Altri sport

Giada e Khadija, di corsa mano nella mano anche contro i pregiudizi

La prima è guida della seconda, ipovedente: insieme nella campestre hanno vinto l’Italiano. Sono entrambe di Gardone Val Trompia
Franco Colombrino, Giada Montini, il preside dell’istituto Canossi, Maurilio Specchia, Khadija Bouraja e Biagio Telò
Franco Colombrino, Giada Montini, il preside dell’istituto Canossi, Maurilio Specchia, Khadija Bouraja e Biagio Telò

Ci sono ogni tanto quelle storie che servono a ricordare come lo sport non sia soltanto una questione di coppe, palmares e risultati. Storie come quella di Khadija Bouraja e Giada Montini, le due giovanissime gardonesi che corrono tenendosi per mano contro i pregiudizi e le difficoltà.

Inizi

La loro avventura sportiva inizia a settembre quando le due decidono di partecipare al centro sportivo studentesco, un’iniziativa extracurriculare che si svolge il venerdì pomeriggio al campo sportivo offerta dalle scuole medie di Gardone Val Trompia, dove Giada frequenta la prima e Khadija la seconda.
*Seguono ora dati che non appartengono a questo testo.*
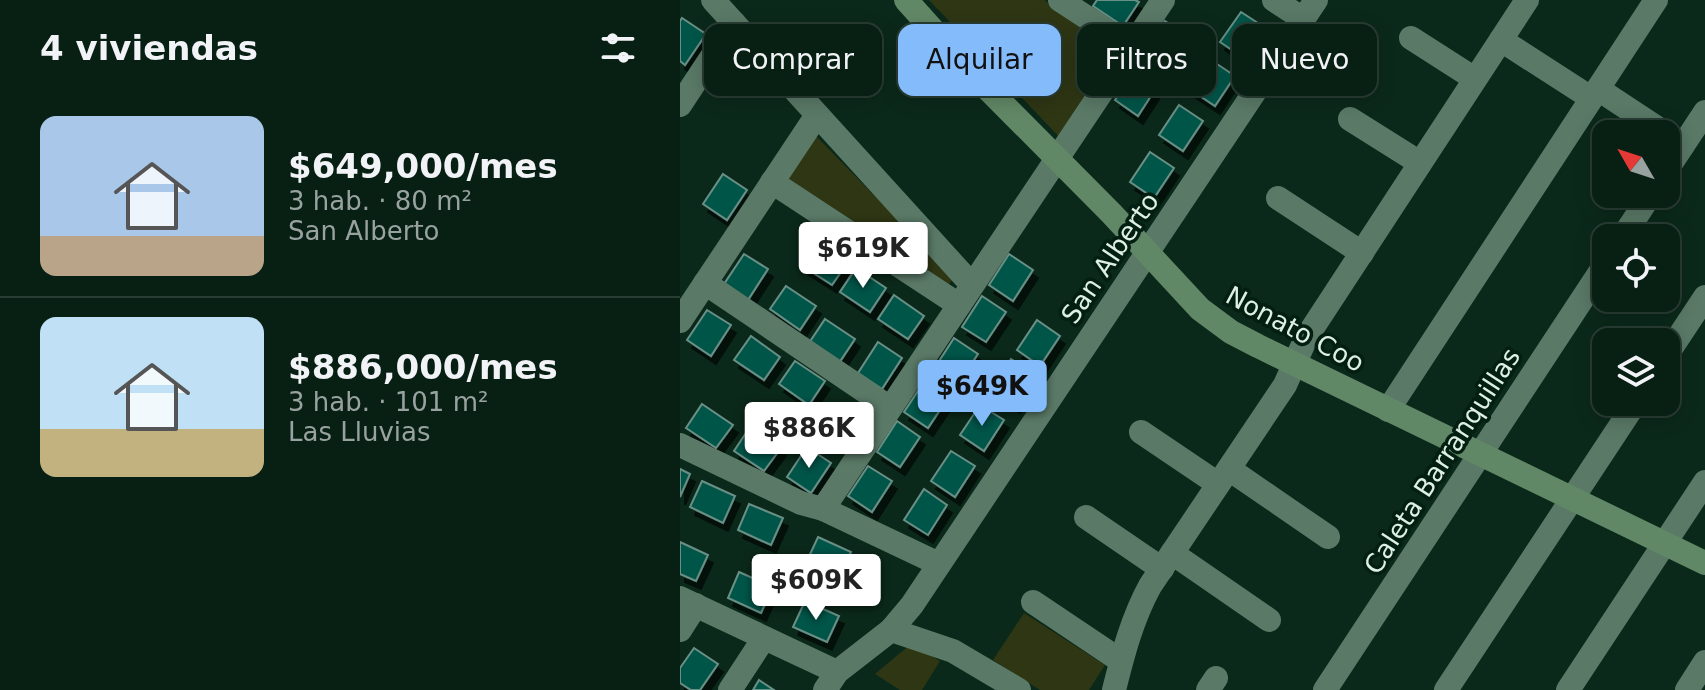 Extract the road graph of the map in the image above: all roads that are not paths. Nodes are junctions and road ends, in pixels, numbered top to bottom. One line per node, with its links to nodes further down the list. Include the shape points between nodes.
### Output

Qui le ragazze si incontrano per la prima volta e iniziano a passare insieme tutti i venerdì.

Dopo qualche settimana Khadija manifesta il desiderio di poter partecipare alla gara campestre. Ma non è cosí semplice: è ipovedente, è nata cieca da un occhio e un incidente ha compromesso poi la vista anche dell’altro. Ora vede solo i colori forti, perciò non può correre da sola. È Giada allora ad offrirsi: vuole aiutarla e diventare la sua guida per partecipare alla categoria «cadette n.v.». Nessuna delle due ha mai fatto atletica leggera: Giada ha alle spalle qualche anno di nuoto, ma non ha mai corso; Khadija da parte sua non ha mai praticato sport.

Amiche come sorelle, un legame che va al di là della pratica sportiva - © www.giornaledibrescia.it
Amiche come sorelle, un legame che va al di là della pratica sportiva - © www.giornaledibrescia.it

Emozione

Legate da una corda per i polsi le ragazzine iniziano quindi ad allenarsi sotto la guida del professor Biagio Telò al centro sportivo studentesco. «Il ruolo della guida nella campestre è fondamentale - spiega Telò -. La campestre è una disciplina che si svolge in percorsi naturali, quindi Giada deve avvertire Khadija di eventuali rami, rocce, terreno irregolare, curve. Secondo le regole può stare solo a lato o dietro la compagna, e guidarla solo con la voce o tirando la corda che le lega».

Le ragazzine partecipano quindi alle gare provinciali, dove quello che era nato come un gioco tra due ormai amiche inizia a prendere forma anche nei risultati sportivi. Giada e Khalija si classificano prime ai provinciali a dicembre e accedono ai regionali di Cinisello Balsamo, classificandosi di nuovo prime nella loro categoria, la campestre. Da qui passano poi ai Nazionali di Caorle, dove a fine marzo salgono di nuovo sul primo gradino del podio, diventando campionesse italiane.

«È nato tutto per gioco - dice Lara Zanardini, mamma di Giada - e ora si è trasformato in una bellissima amicizia con una grande soddisfazione da parte di entrambe. Si stanno muovendo in un ambiente come quello sportivo che offre tantissime opportunità e conoscenze, e lo fanno anche contro tanti pregiudizi». E in futuro? Continuare a correre mano nella mano. «Ormai si definiscono sorelle».